Learn how to enable and configure the Pdftools OCR Service in the Conversion Service. This page provides two main sections:

Enable the Pdftools OCR Service in the Conversion Service

Before you start

The following steps explain how to enable and configure OCR in the Conversion Service profile:

  1. In the Conversion Service Configurator, go to Workflows & Profiles.
  2. Click the pen icon next to the workflow profile you want to edit. The OCR is available in Archive and Conversion workflows.
  3. Enable the OCR Settings toggle.
    Integration tab of the Conversion Service Configurator
  4. Navigate to the now displayed OCR Settings configuration section.
  5. In the OCR Settings section, click the Add Item button.
  6. Select Pdftools OCR Service (3H Legacy Compatible) as the OCR engine, and then click Next.
    Integration tab of the Conversion Service Configurator
  7. Optional: If the OCR service is on a different server, update the Service URL.
    Integration tab of the Conversion Service Configurator
  8. Click Apply.

The Pdftools OCR Service must be configured and accessible through HTTP. You can configure Pdftools OCR Services to distribute the OCR processing equally. For more details, review Scale the Pdftools OCR Service.

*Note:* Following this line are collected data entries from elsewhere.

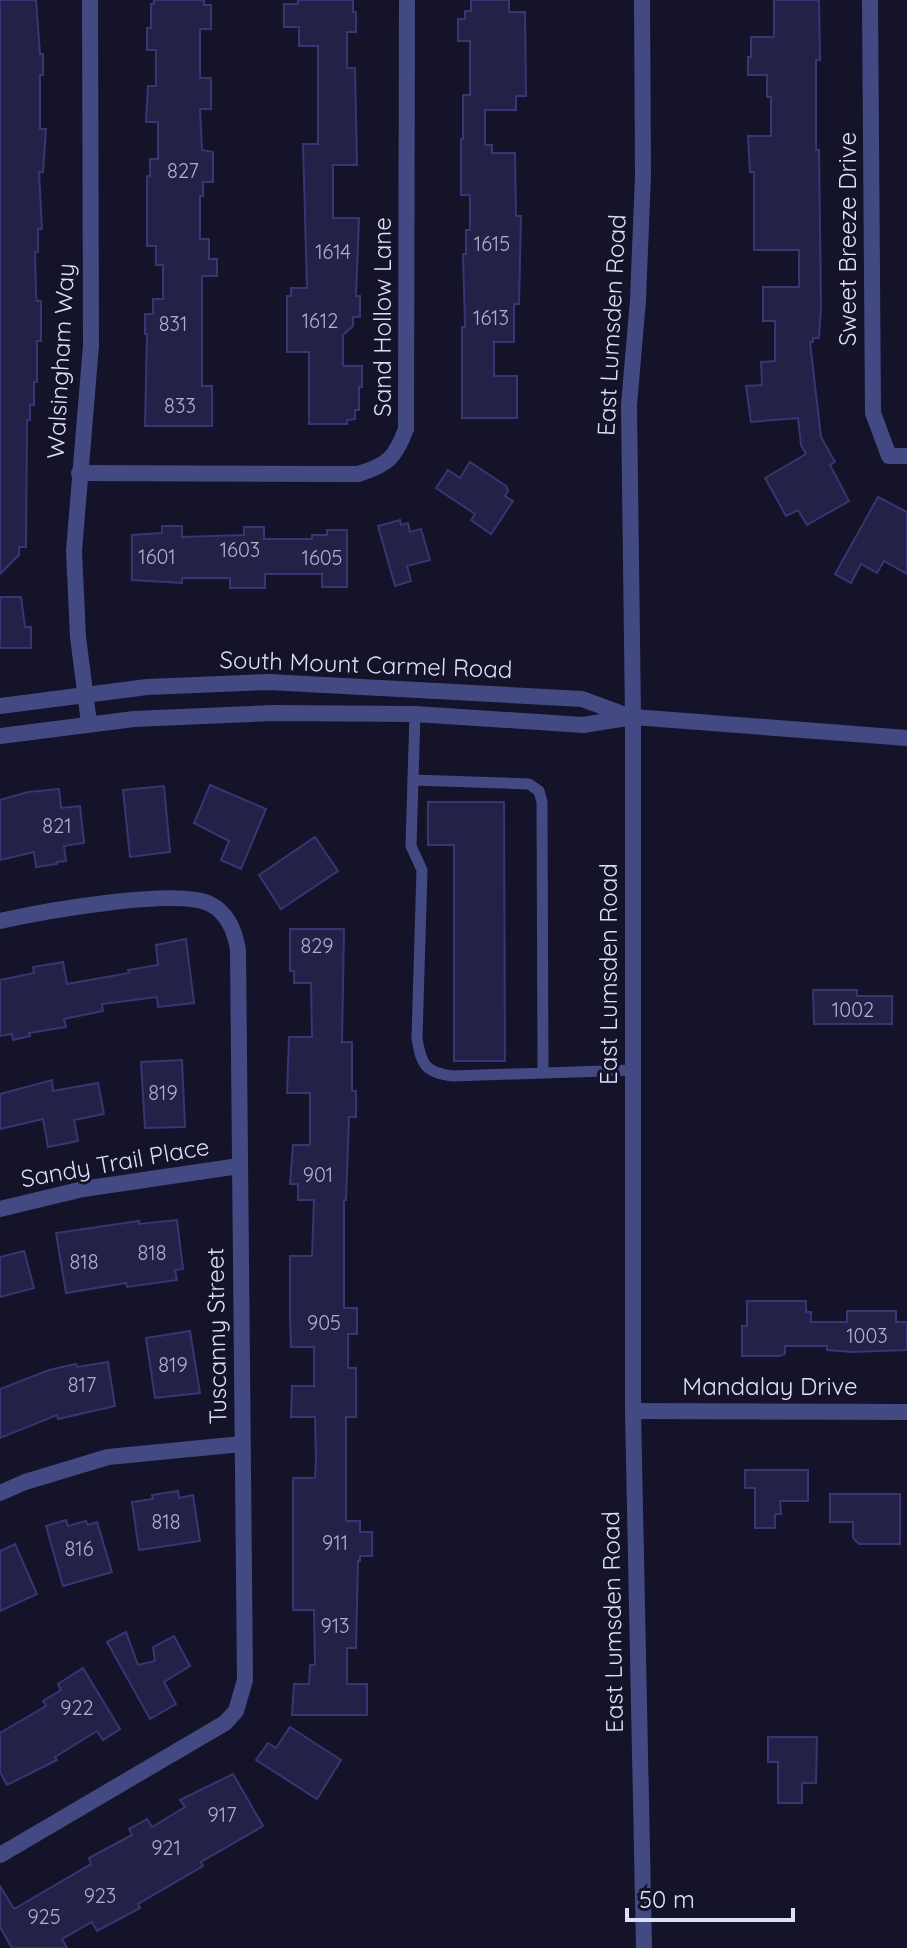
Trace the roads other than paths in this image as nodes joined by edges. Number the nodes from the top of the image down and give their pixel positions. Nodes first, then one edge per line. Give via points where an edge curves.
1 (90, 0) edge
2 (407, 0) edge
3 (642, 0) edge
4 (870, 0) edge
5 (907, 456) edge
6 (79, 473) junction
7 (85, 693) junction
8 (0, 706) edge
9 (415, 714) junction
10 (633, 717) junction
11 (89, 723) junction
12 (0, 736) edge
13 (907, 738) edge
14 (413, 780) junction
15 (0, 921) edge
16 (633, 1070) junction
17 (543, 1071) junction
18 (239, 1166) junction
19 (0, 1209) edge
20 (633, 1411) junction
21 (907, 1412) edge
22 (242, 1444) junction
23 (0, 1493) edge
24 (0, 1855) edge
25 (644, 1948) edge

1 - 6 street, Walsingham Way via 92,301
2 - 6 street, Sand Hollow Lane via 406,429 398,452 381,467 358,474
3 - 10 street, East Lumsden Road via 643,175 629,405
4 - 5 street, Sweet Breeze Drive via 873,413 889,456
6 - 7 street, Walsingham Way via 75,581
7 - 8 street, South Mount Carmel Road
7 - 10 street, South Mount Carmel Road via 209,683 331,683 582,699
7 - 11 street, Walsingham Way
9 - 10 street, South Mount Carmel Road via 583,725
9 - 11 street, South Mount Carmel Road via 196,715
9 - 14 lane
10 - 13 street, South Mount Carmel Road
10 - 16 street, East Lumsden Road
11 - 12 street, South Mount Carmel Road
14 - 17 lane via 529,784 539,791
14 - 17 lane via 411,846 422,870 420,1055 437,1074
15 - 18 street, Tuscanny Street via 176,897 209,903 221,911 238,950
16 - 17 lane
16 - 20 street, East Lumsden Road
18 - 19 street, Sandy Trail Place via 83,1189
18 - 22 street, Tuscanny Street
20 - 21 street, Mandalay Drive
20 - 25 street, East Lumsden Road
22 - 23 street via 108,1457
22 - 24 street, Tuscanny Street via 245,1680 236,1711 214,1731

Configure OCR in the Conversion Service

You can configure parameters such as languages that the OCR identifies in the documents, predefined profiles, accuracy of text extraction, and many more. To edit the configuration:

  1. In the Conversion Service Configurator, go to Workflows & Profiles.
  2. Click the pen icon next to the workflow profile you want to edit.
  3. Navigate to the OCR Settings section.
  4. Next to Engine, click the pen icon in the Pdftools OCR Service (3H Legacy Compatible) section.
    Integration tab of the Conversion Service Configurator
  5. After editing your configuration, click Apply.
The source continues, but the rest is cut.